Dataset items
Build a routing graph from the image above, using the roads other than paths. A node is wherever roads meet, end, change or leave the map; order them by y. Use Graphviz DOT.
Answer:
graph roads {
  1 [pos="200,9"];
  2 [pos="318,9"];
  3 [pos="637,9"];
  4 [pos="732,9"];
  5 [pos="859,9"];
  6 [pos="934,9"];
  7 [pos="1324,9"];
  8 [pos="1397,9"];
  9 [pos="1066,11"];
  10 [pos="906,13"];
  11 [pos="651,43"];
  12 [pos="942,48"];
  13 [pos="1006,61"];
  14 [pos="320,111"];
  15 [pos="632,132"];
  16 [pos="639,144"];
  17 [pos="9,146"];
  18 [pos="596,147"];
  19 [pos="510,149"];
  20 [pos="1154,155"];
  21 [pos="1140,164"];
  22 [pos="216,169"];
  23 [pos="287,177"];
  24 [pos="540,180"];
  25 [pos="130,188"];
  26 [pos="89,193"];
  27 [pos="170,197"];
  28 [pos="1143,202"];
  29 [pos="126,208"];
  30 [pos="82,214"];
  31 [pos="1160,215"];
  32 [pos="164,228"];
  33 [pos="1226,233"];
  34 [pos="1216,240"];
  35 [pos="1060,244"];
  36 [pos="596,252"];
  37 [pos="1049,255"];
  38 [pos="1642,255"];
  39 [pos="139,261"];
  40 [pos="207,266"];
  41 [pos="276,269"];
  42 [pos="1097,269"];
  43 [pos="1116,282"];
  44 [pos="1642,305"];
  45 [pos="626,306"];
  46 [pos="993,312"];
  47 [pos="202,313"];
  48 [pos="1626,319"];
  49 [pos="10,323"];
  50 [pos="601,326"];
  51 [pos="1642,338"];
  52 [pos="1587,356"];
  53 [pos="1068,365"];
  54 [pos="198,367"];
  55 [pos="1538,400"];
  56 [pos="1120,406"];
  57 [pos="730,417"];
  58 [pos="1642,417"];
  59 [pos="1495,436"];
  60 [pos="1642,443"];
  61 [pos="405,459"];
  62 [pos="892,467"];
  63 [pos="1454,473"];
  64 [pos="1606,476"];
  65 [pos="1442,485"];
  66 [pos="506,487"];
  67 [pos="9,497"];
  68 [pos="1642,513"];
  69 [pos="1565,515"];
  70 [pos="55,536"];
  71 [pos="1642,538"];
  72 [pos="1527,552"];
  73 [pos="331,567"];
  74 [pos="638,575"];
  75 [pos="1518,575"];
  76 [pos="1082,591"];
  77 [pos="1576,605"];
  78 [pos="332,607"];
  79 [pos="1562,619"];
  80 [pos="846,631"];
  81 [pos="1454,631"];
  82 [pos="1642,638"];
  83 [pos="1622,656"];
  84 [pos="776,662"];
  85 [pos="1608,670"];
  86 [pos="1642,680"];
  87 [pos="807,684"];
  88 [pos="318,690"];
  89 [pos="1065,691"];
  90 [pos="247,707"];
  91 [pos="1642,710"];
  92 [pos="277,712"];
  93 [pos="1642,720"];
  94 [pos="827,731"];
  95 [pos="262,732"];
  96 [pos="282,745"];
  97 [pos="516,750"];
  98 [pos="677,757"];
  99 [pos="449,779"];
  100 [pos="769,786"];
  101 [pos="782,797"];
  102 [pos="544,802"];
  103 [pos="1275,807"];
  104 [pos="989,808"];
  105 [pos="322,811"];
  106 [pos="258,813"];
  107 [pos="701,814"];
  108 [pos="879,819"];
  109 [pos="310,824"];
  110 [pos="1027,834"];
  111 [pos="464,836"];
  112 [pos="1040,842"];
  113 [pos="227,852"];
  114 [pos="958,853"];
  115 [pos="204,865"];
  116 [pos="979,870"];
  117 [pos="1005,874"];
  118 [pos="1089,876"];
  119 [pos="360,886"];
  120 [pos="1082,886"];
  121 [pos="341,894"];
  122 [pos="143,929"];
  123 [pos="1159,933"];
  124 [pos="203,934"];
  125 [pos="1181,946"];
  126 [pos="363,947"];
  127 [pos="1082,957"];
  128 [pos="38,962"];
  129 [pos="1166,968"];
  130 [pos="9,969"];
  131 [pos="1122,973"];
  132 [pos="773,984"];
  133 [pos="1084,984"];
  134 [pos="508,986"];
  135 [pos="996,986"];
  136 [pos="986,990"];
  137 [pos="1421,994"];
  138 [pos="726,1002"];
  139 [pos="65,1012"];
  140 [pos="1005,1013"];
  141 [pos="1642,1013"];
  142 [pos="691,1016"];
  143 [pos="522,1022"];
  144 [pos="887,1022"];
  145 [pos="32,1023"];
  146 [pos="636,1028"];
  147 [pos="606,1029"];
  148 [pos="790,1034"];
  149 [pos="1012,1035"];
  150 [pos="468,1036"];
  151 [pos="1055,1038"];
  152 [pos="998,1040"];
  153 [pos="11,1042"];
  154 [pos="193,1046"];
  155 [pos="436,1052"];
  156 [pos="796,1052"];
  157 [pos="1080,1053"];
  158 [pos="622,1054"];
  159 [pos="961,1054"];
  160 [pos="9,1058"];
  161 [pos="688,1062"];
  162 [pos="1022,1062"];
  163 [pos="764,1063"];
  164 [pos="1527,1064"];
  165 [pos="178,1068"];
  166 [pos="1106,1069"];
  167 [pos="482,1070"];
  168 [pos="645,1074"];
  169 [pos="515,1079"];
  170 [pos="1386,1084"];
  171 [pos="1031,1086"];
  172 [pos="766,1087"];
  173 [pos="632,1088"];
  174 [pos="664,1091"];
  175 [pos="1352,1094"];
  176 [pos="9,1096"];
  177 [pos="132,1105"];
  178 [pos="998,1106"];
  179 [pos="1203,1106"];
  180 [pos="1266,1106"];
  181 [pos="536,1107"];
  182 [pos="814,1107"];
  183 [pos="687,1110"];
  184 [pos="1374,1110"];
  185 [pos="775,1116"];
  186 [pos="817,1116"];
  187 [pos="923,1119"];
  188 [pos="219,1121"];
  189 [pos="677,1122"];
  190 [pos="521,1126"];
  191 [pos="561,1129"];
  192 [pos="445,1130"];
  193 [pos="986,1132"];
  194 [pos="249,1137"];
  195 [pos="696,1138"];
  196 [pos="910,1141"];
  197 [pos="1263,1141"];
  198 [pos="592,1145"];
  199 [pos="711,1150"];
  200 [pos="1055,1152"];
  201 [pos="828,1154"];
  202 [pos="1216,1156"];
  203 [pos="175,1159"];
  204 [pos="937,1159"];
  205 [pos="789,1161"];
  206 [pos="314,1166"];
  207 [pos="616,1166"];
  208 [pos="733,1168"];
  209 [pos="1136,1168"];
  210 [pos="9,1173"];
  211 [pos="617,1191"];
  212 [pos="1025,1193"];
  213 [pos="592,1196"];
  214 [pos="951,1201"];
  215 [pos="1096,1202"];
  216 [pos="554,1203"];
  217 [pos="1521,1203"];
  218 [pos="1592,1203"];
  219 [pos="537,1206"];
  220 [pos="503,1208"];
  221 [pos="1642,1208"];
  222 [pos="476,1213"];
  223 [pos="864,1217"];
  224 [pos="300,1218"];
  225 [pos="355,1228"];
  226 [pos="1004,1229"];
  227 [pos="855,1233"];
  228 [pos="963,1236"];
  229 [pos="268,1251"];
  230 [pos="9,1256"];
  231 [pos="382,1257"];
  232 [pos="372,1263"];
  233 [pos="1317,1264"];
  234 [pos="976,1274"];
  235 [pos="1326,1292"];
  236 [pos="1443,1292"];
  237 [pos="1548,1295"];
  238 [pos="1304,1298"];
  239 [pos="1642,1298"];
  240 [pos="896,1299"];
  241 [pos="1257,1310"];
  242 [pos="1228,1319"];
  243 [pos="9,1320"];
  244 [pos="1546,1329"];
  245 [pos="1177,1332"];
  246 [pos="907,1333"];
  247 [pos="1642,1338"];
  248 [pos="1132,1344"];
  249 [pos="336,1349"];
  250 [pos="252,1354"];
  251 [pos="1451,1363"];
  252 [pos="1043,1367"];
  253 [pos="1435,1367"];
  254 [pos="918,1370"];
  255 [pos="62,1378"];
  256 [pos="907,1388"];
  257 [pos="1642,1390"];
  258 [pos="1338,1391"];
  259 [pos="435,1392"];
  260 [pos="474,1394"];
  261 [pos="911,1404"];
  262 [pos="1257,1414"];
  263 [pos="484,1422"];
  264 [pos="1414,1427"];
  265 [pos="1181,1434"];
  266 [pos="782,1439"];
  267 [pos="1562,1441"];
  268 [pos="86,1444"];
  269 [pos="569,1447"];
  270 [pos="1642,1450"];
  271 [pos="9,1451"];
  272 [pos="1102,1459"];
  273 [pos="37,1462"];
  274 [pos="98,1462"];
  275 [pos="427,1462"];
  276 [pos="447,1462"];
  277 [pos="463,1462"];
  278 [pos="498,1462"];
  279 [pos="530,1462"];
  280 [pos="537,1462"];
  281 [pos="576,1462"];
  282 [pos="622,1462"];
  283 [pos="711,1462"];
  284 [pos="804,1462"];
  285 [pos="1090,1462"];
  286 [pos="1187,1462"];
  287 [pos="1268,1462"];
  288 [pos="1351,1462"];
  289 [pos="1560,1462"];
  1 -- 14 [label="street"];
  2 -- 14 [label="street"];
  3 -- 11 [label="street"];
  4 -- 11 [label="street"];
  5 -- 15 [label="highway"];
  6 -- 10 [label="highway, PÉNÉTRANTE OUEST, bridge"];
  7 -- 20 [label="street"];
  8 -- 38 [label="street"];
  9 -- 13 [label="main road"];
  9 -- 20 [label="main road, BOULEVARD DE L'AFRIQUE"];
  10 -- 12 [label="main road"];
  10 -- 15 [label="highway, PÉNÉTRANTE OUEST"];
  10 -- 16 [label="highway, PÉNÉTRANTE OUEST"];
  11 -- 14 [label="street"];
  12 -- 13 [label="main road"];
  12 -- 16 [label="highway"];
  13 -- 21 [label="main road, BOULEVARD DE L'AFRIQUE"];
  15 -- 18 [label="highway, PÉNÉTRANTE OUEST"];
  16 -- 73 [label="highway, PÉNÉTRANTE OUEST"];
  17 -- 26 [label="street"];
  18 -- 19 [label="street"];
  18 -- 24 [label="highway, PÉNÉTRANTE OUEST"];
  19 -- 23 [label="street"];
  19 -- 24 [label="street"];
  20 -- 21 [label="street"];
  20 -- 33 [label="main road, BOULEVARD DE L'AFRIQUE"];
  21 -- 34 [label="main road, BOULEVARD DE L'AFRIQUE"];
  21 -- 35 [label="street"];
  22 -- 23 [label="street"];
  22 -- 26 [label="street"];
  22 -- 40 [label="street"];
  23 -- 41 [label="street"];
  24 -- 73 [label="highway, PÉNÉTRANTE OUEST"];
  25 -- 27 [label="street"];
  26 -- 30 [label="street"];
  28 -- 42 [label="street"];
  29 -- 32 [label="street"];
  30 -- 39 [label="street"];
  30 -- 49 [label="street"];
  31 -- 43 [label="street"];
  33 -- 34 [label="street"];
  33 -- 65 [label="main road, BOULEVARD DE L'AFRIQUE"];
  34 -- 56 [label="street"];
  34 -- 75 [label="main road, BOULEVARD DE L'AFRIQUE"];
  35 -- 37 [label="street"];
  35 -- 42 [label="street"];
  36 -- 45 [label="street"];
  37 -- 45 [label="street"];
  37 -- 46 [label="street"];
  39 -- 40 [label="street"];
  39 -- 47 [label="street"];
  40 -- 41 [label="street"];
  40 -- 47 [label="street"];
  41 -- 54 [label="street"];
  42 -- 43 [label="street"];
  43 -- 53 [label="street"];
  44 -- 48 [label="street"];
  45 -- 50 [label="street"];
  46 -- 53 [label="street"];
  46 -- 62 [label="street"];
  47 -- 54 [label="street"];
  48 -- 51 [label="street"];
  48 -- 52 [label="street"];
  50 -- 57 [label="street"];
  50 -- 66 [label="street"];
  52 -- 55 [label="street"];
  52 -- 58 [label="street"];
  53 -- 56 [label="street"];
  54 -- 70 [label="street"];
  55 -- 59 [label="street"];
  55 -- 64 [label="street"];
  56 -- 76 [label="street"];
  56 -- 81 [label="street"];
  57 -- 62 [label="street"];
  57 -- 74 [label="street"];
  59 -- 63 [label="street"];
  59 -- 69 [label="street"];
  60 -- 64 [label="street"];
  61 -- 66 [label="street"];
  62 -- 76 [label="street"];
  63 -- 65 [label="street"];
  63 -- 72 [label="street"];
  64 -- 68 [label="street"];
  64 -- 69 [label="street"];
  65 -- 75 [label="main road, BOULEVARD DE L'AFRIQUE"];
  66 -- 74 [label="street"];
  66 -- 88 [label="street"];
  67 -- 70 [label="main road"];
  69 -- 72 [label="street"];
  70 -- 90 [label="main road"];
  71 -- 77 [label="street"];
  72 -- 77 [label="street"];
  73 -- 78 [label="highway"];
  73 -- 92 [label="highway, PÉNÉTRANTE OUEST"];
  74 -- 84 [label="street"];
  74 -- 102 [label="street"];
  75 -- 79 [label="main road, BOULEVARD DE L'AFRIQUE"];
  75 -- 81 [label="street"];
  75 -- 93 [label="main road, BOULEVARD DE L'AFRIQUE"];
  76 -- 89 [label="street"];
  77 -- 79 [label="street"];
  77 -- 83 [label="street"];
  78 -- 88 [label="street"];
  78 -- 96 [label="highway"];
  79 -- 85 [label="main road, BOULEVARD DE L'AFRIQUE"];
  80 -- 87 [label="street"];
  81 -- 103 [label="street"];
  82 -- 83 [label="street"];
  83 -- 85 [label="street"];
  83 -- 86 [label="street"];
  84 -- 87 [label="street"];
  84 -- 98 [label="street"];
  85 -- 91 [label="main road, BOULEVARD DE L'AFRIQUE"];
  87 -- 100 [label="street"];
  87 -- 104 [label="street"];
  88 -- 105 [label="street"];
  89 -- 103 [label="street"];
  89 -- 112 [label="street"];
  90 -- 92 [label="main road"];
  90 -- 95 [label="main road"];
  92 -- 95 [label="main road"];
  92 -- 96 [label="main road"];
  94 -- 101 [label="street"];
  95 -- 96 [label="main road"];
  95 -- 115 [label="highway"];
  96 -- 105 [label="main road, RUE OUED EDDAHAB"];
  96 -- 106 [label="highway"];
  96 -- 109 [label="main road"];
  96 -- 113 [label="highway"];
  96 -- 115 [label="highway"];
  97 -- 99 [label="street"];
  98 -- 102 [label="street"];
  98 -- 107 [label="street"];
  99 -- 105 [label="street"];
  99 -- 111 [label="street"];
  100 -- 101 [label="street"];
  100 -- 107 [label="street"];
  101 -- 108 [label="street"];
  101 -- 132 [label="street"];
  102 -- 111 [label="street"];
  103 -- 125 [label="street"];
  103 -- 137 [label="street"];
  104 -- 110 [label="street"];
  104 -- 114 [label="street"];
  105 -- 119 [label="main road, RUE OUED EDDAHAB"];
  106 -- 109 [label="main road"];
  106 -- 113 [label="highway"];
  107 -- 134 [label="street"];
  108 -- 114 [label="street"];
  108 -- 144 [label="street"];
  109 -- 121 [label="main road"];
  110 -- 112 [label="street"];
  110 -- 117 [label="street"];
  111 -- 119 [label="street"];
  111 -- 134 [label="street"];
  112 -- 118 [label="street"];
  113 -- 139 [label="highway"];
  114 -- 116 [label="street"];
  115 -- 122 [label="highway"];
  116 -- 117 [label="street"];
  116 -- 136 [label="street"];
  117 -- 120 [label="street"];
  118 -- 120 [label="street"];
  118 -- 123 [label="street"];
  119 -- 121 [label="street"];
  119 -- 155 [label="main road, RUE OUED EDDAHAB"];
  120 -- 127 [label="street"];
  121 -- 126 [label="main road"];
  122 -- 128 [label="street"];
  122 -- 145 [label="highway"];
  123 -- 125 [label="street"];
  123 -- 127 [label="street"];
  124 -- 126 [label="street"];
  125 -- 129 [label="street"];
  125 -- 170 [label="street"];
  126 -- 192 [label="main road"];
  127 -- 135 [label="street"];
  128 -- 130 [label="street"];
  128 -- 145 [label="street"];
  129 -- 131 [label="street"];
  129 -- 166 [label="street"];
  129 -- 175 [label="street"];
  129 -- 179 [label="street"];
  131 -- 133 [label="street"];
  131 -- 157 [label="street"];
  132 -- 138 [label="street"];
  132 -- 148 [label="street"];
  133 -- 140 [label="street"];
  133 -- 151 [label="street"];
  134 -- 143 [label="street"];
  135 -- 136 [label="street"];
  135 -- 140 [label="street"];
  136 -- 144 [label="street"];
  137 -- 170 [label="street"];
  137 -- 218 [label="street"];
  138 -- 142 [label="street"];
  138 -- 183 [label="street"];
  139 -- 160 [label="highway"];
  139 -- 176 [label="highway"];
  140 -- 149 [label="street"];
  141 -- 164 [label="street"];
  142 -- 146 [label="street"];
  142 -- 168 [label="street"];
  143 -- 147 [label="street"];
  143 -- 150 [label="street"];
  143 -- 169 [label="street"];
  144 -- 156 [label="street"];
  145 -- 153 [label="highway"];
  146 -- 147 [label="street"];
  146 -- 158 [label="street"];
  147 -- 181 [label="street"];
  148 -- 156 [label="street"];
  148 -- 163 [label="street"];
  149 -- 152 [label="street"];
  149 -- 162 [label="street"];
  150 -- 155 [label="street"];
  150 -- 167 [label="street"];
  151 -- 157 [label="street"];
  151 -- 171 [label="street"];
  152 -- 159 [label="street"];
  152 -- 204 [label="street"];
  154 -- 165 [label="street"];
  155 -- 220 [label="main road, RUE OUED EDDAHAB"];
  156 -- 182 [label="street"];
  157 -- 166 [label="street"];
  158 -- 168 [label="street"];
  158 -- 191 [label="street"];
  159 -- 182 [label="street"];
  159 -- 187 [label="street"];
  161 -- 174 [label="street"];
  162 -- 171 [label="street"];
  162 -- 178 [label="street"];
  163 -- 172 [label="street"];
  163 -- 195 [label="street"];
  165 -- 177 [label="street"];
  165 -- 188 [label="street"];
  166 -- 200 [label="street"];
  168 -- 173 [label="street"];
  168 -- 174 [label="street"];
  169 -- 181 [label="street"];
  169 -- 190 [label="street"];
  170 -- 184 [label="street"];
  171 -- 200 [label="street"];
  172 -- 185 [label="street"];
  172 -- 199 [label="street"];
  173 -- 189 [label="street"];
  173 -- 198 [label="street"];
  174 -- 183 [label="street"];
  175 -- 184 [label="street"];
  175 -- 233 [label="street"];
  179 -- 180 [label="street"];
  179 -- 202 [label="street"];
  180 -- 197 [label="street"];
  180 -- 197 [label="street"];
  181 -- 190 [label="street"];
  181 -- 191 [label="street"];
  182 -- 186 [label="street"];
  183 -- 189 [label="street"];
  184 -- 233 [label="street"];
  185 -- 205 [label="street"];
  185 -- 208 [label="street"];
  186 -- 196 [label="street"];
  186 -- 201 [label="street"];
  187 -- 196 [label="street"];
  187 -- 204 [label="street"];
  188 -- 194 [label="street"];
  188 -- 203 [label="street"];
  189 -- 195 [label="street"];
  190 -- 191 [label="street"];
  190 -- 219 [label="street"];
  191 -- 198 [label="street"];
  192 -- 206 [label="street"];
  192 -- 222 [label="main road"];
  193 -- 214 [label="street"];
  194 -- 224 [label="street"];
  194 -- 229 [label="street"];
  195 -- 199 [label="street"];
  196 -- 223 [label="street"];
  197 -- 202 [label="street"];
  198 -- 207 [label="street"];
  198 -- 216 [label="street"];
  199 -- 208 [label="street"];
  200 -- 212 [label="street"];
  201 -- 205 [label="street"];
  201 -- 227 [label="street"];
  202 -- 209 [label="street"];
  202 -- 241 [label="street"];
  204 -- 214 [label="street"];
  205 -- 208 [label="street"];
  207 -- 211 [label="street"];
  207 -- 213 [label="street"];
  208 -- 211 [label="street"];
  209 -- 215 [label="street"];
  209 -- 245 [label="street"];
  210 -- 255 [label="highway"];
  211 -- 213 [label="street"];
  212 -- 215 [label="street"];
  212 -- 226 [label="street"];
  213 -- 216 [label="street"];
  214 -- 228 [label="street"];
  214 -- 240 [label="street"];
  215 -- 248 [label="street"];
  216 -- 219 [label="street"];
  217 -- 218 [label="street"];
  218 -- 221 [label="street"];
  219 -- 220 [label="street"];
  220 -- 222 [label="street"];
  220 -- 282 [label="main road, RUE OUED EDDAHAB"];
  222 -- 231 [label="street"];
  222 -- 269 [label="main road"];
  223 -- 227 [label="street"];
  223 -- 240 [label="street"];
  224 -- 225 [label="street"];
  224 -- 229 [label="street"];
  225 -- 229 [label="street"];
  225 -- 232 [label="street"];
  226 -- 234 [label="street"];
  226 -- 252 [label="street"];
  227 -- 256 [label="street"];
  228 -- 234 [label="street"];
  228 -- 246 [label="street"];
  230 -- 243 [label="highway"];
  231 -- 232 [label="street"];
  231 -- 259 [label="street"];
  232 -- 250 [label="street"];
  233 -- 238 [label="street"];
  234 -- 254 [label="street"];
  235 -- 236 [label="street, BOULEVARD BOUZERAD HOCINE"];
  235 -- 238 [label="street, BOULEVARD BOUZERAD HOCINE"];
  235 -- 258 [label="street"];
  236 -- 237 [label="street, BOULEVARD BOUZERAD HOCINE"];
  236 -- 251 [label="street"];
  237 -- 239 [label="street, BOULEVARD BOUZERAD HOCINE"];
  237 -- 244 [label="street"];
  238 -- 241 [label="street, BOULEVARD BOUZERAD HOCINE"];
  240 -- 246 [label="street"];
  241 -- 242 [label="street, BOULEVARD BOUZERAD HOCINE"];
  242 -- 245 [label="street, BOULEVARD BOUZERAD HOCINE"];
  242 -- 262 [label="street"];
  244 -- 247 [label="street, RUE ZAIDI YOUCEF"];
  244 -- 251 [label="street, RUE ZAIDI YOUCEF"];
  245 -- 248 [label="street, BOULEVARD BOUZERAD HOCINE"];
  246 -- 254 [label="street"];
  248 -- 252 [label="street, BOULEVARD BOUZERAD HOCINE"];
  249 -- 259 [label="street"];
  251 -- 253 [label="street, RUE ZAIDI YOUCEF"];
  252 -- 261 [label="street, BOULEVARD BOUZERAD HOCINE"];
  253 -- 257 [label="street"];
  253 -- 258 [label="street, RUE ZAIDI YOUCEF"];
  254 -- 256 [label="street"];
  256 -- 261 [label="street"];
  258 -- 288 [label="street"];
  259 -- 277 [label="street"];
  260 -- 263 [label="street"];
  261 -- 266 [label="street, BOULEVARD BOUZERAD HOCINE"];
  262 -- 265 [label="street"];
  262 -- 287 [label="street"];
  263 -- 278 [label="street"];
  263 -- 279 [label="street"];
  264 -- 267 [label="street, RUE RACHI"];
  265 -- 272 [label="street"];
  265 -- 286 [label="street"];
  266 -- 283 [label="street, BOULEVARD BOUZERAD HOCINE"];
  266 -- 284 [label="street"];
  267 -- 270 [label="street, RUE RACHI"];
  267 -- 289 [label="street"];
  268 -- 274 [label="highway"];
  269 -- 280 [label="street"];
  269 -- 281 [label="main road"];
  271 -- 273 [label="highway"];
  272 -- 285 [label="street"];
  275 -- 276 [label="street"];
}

§ YOUR ASSIGNMENT
Lines that hold the word "ZAIDI" are the ones to copy from the entries above.

§ TASK ANSWER
  244 -- 247 [label="street, RUE ZAIDI YOUCEF"];
  244 -- 251 [label="street, RUE ZAIDI YOUCEF"];
  251 -- 253 [label="street, RUE ZAIDI YOUCEF"];
  253 -- 258 [label="street, RUE ZAIDI YOUCEF"];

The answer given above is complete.